━━ Provided entries

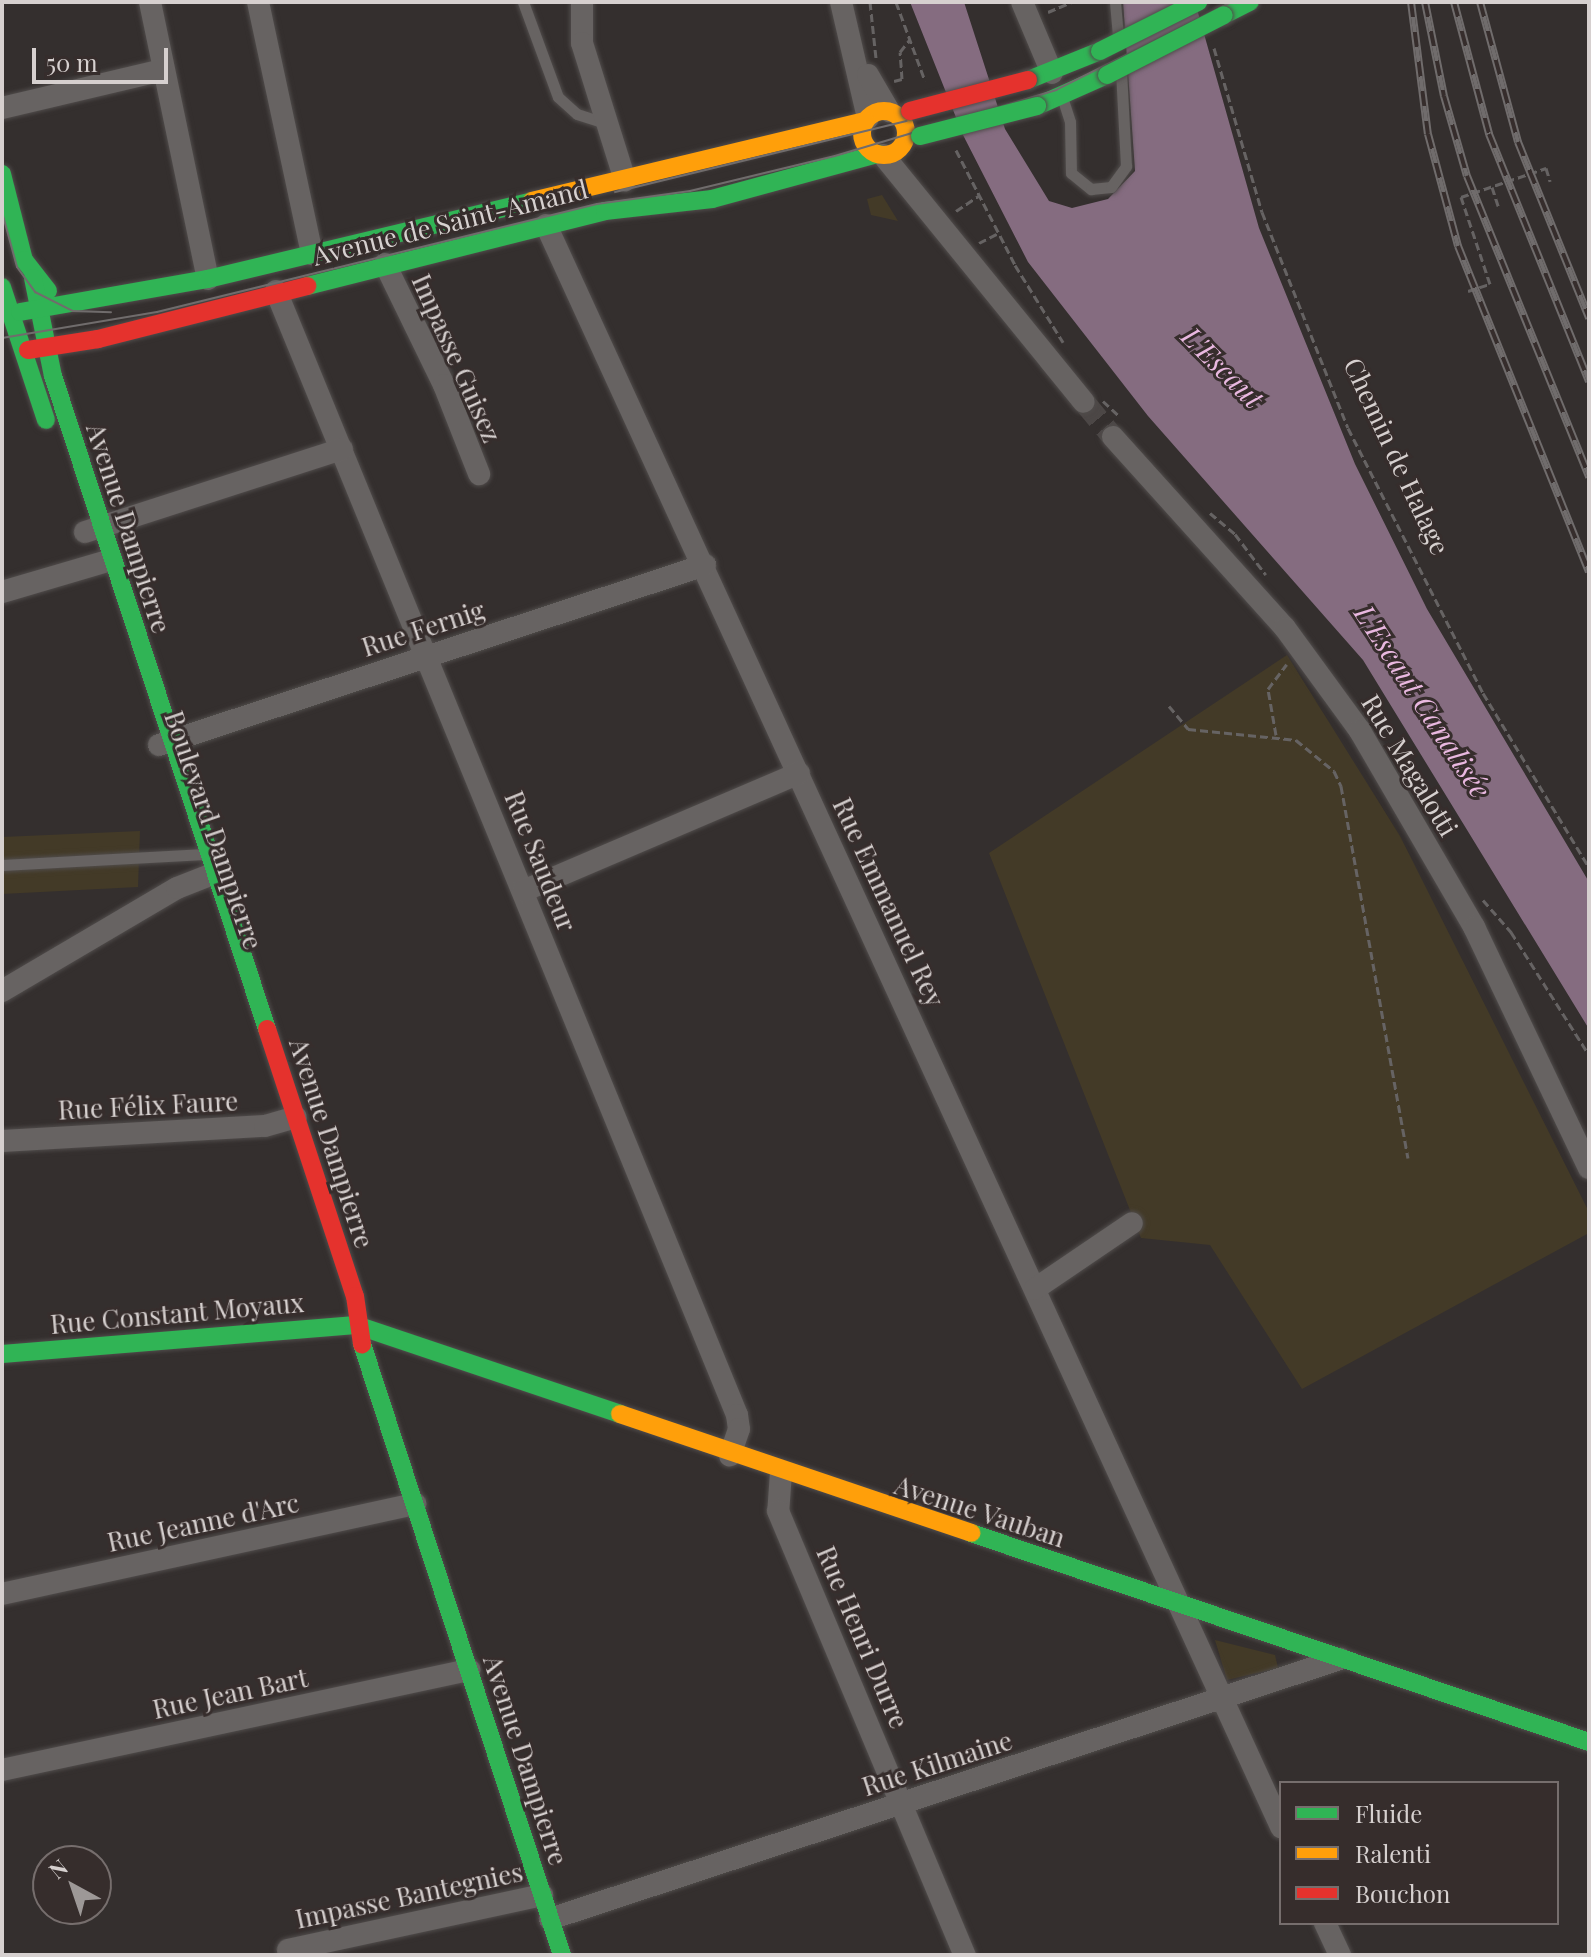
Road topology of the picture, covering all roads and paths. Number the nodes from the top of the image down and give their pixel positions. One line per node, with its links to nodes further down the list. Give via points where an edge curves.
1 (150, 2): 16 (street)
2 (258, 2): 34 (street)
3 (523, 2): 23 (lane, via 558,97 577,114)
4 (582, 2): 23 (street, via 582,43)
5 (841, 2): 22 (street)
6 (870, 2): 15 (path)
7 (896, 2): 13 (path)
8 (1072, 2): 12 (path)
9 (1115, 2): 20 (lane, via 1126,161 1123,176 1111,187 1091,189 1071,173 1070,122)
10 (1198, 2): 17 (main road, Avenue de Saint-Amand, bridge)
11 (1248, 3): 20 (main road, Avenue de Saint-Amand, bridge)
12 (1026, 11): 17 (street)
13 (910, 39): 18 (path, via 900,52); 19 (path)
14 (1212, 42): 62 (path, Chemin de Halage, via 1262,212 1348,428 1483,693)
15 (877, 67)
16 (163, 70): 21 (street); 37 (street)
17 (1052, 73): 22 (main road, Avenue de Saint-Amand, bridge)
18 (902, 79)
19 (927, 86)
20 (1062, 97): 25 (main road, Avenue de Saint-Amand, bridge)
21 (2, 108)
22 (885, 115): 25 (main road, via 905,128); 25 (main road, via 863,140); 27 (main road, Avenue de Saint-Amand)
23 (607, 124): 27 (street)
24 (953, 142): 30 (path)
25 (897, 147): 33 (main road, Avenue de Saint-Amand, via 712,199 615,210); 46 (street, via 954,243)
26 (2, 174): 36 (main road)
27 (625, 180): 34 (main road, Avenue de Saint-Amand)
28 (1550, 181): 29 (path, via 1546,168)
29 (1492, 187): 31 (path); 40 (path, via 1461,197 1490,284)
30 (978, 196): 32 (path); 43 (path)
31 (1498, 206)
32 (951, 214)
33 (546, 225): 35 (main road, Avenue de Saint-Amand); 52 (street, Rue Emmanuel Rey)
34 (312, 254): 37 (main road, Avenue de Saint-Amand)
35 (385, 264): 39 (main road, Avenue de Saint-Amand); 49 (street, Impasse Guisez, via 444,385 456,427)
36 (33, 278): 41 (main road, via 54,294); 42 (main road)
37 (208, 279): 41 (main road, Avenue de Saint-Amand)
38 (2, 287): 42 (main road)
39 (276, 291): 44 (main road, Avenue de Saint-Amand, via 98,339); 48 (street, Rue Saudeur)
40 (1468, 291)
41 (84, 303): 42 (main road, Avenue de Saint-Amand)
42 (18, 313): 44 (main road); 44 (main road)
43 (1066, 347)
44 (34, 349): 45 (main road, Avenue de Saint-Amand); 50 (main road, Avenue Dampierre)
45 (2, 352)
46 (1092, 400): 47 (path)
47 (1118, 429): 54 (street, Rue Magalotti)
48 (342, 449): 50 (street); 55 (street, Rue Saudeur)
49 (479, 474)
50 (92, 529): 51 (main road, Boulevard Dampierre)
51 (104, 562): 53 (street); 58 (main road, Boulevard Dampierre)
52 (705, 565): 55 (street, Rue Fernig); 59 (street, Rue Emmanuel Rey)
53 (2, 592)
54 (1303, 651): 57 (path, via 1277,672 1268,689); 70 (street, Rue Magalotti, via 1366,740 1474,927)
55 (427, 656): 58 (street, Rue Fernig); 64 (street, Rue Saudeur)
56 (1169, 706): 57 (path, via 1188,729)
57 (1276, 735): 69 (path, via 1310,749 1341,786)
58 (165, 743): 60 (main road, Boulevard Dampierre)
59 (799, 773): 64 (street); 72 (street, Rue Emmanuel Rey)
60 (206, 864): 61 (lane); 65 (street); 67 (main road, Boulevard Dampierre)
61 (2, 865)
62 (1589, 867)
63 (1472, 890): 66 (path, via 1511,932)
64 (523, 891): 75 (street, Rue Saudeur, via 737,1415 739,1429)
65 (2, 991)
66 (1589, 1055)
67 (290, 1119): 68 (street, Rue Félix Faure); 73 (main road, Boulevard Dampierre, via 342,1301)
68 (2, 1141)
69 (1408, 1158)
70 (1589, 1168)
71 (1132, 1223): 72 (street)
72 (1035, 1289): 79 (street, Rue Emmanuel Rey)
73 (356, 1325): 74 (main road, Rue Constant Moyaux); 75 (main road, Avenue Vauban); 77 (main road, Avenue Dampierre)
74 (2, 1354)
75 (730, 1455): 76 (main road, Avenue Vauban)
76 (781, 1472): 79 (main road, Avenue Vauban); 85 (street, Rue Henri Durre, via 778,1511)
77 (415, 1504): 78 (street, Rue Jeanne d'Arc); 81 (main road, Avenue Dampierre)
78 (2, 1594)
79 (1178, 1605): 80 (main road, Avenue Vauban); 82 (street, Rue Emmanuel Rey)
80 (1340, 1659): 82 (street, Rue Kilmaine); 83 (main road, Avenue Vauban)
81 (469, 1670): 84 (street, Rue Jean Bart); 87 (main road, Avenue Dampierre)
82 (1223, 1700): 85 (street, Rue Kilmaine); 86 (street, Rue Emmanuel Rey)
83 (1589, 1742)
84 (2, 1770)
85 (902, 1804): 88 (street, Rue Kilmaine); 92 (street, Rue Henri Durre)
86 (1279, 1823)
87 (542, 1895): 88 (main road, Avenue Dampierre); 90 (street, Impasse Bantegnies)
88 (550, 1919): 91 (main road, Avenue Dampierre)
89 (1326, 1925): 93 (street)
90 (288, 1950)
91 (562, 1955)
92 (965, 1955)
93 (1340, 1955)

━━━━

*Your objective*. Within the entries above, report how many lines contain the word "Vauban"; the figure is all that is wanted.

*Completed exercise*. 5